To some extent, the Civil False Claims Act is bridging this compliance gap by functioning as a mechanism to enforce FDA decisions on the uses of drugs. But perhaps a legitimate question to ask is whether this increasing reliance upon an “outsourcing” of regulatory compliance is the appropriate mechanism by which to fix this inefficiency. Or, might we consider, as recommended by the recent Center for Health & Pharmaceutical Law & Policy whitepaper, being that “estimates suggest that as many as 40% of all prescriptions are for off-label uses,” that we give the “FDA the authority to mandate scientific studies for off-label medications and devices that have high sales volumes or large profits but lack needed evidence of efficacy or safety?”
As the Center stated, “this would protect the interests of patients and advance sound choices about the risks, benefits, and economic value of off-label uses.”

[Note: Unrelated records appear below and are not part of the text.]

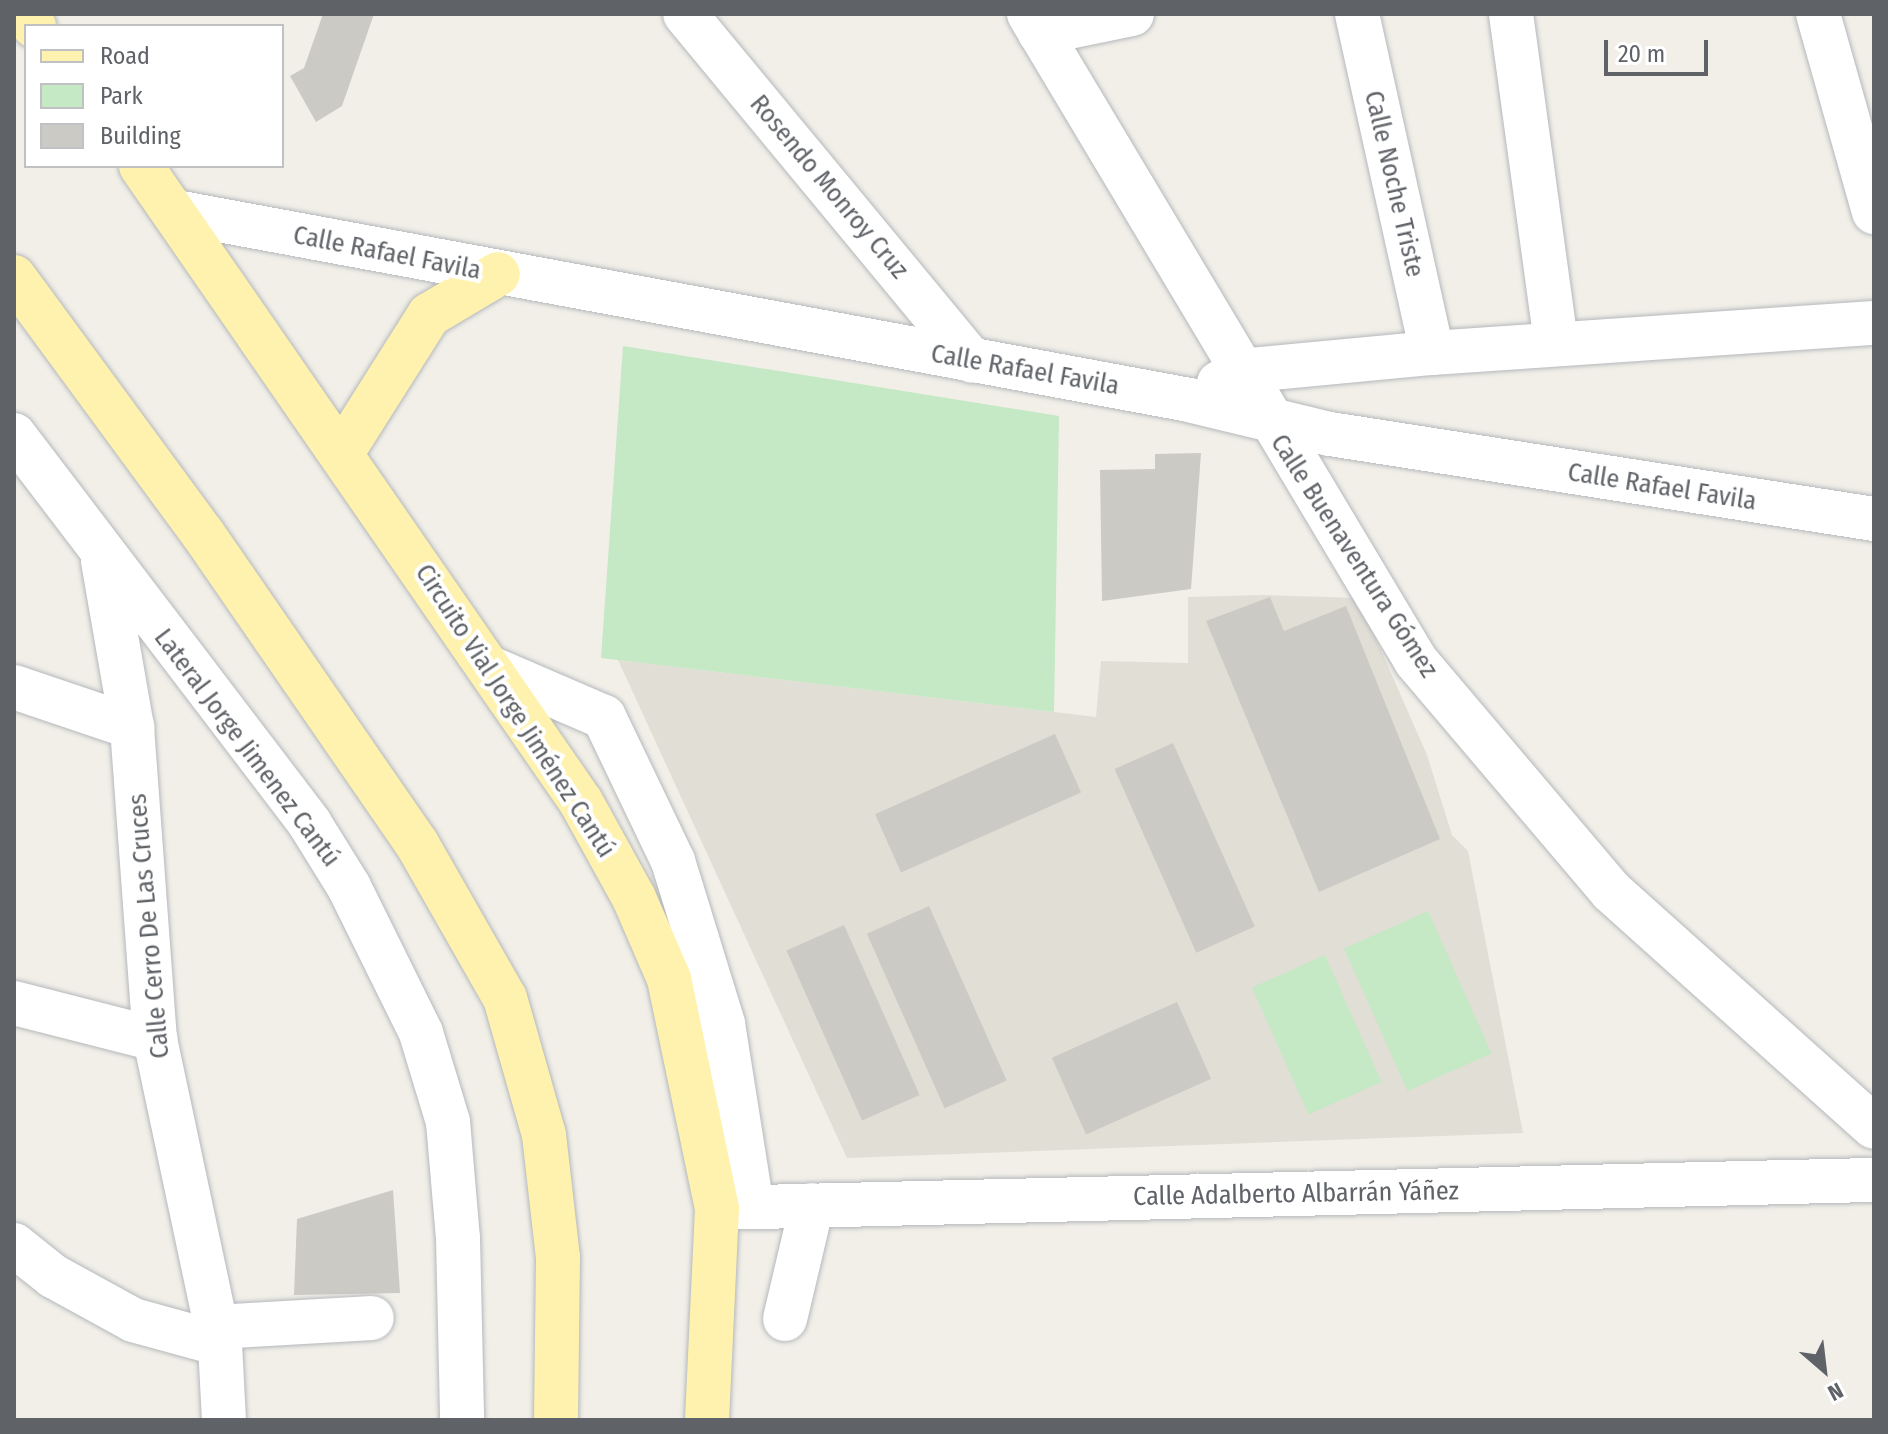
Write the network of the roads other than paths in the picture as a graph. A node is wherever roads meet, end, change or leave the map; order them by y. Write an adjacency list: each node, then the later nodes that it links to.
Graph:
1 (685, 14): 15 (street, Rosendo Monroy Cruz)
2 (1132, 14): 6 (street)
3 (1357, 14): 14 (street, Calle Noche Triste)
4 (1511, 14): 13 (street)
5 (1818, 14): 9 (street)
6 (1034, 23): 16 (street, Calle Buenaventura Gómez)
7 (143, 168): 8 (main road, Circuito Vial Jorge Jiménez Cantú)
8 (176, 212): 10 (street, Calle Rafael Favila); 20 (main road, Circuito Vial Jorge Jiménez Cantú)
9 (1874, 212)
10 (498, 274): 15 (street, Calle Rafael Favila); 20 (main road)
11 (14, 277): 38 (main road)
12 (1874, 323): 13 (street)
13 (1556, 343): 14 (street)
14 (1432, 353): 16 (street)
15 (972, 361): 17 (street, Calle Rafael Favila)
16 (1240, 371): 17 (street); 18 (street, Calle Buenaventura Gómez)
17 (1189, 400): 18 (street, Calle Rafael Favila)
18 (1264, 417): 21 (street, Calle Rafael Favila); 28 (street, Calle Buenaventura Gómez)
19 (14, 435): 22 (street, Lateral Jorge Jimenez Cantú)
20 (343, 451): 23 (main road, Circuito Vial Jorge Jiménez Cantú)
21 (1874, 519)
22 (101, 552): 25 (street, Calle Cerro De Las Cruces); 37 (street, Lateral Jorge Jimenez Cantú)
23 (490, 668): 31 (main road, Circuito Vial Jorge Jiménez Cantú); 31 (street)
24 (14, 687): 25 (street)
25 (132, 727): 27 (street, Calle Cerro De Las Cruces)
26 (14, 1003): 27 (street)
27 (155, 1039): 35 (street, Calle Cerro De Las Cruces)
28 (1874, 1127)
29 (1874, 1180): 30 (street, Calle Adalberto Albarrán Yáñez)
30 (812, 1205): 31 (street, Calle Adalberto Albarrán Yáñez); 34 (street)
31 (735, 1207): 39 (main road, Circuito Vial Jorge Jiménez Cantú)
32 (14, 1245): 35 (street)
33 (372, 1318): 35 (street)
34 (785, 1319)
35 (218, 1336): 36 (street, Calle Cerro De Las Cruces)
36 (224, 1420)
37 (462, 1420)
38 (556, 1420)
39 (707, 1420)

DOJ Plans To Intervene In Two Qui Tam Actions Against Scios

Photo by Feliz63 via Flickr
Kaiser Family Foundation reports the intervention of two qui tam civil False Claims Act actions. The qui tam actions involve the off-label marketing of medication unapproved for certain usages. The medication in question is Natrecor, a heart failure medication. There are two qui tam actions against Scios, a subsidiary of Johnson and Johnson. Kaiser states:
The Department of Justice on Thursday announced plans to join two whistleblower lawsuits filed against Johnson & Johnson subsidiary Scios over allegations that the company illegally marketed the heart failure medication Natrecor for unapproved uses and defrauded Medicare and other federal health care programs, the San Francisco Chronicle reports. FDA in 2001 approved Natrecor for use in hospital patients who experienced shortness of breath caused by acute congestive heart failure (Egelko, San Francisco Chronicle, 2/20).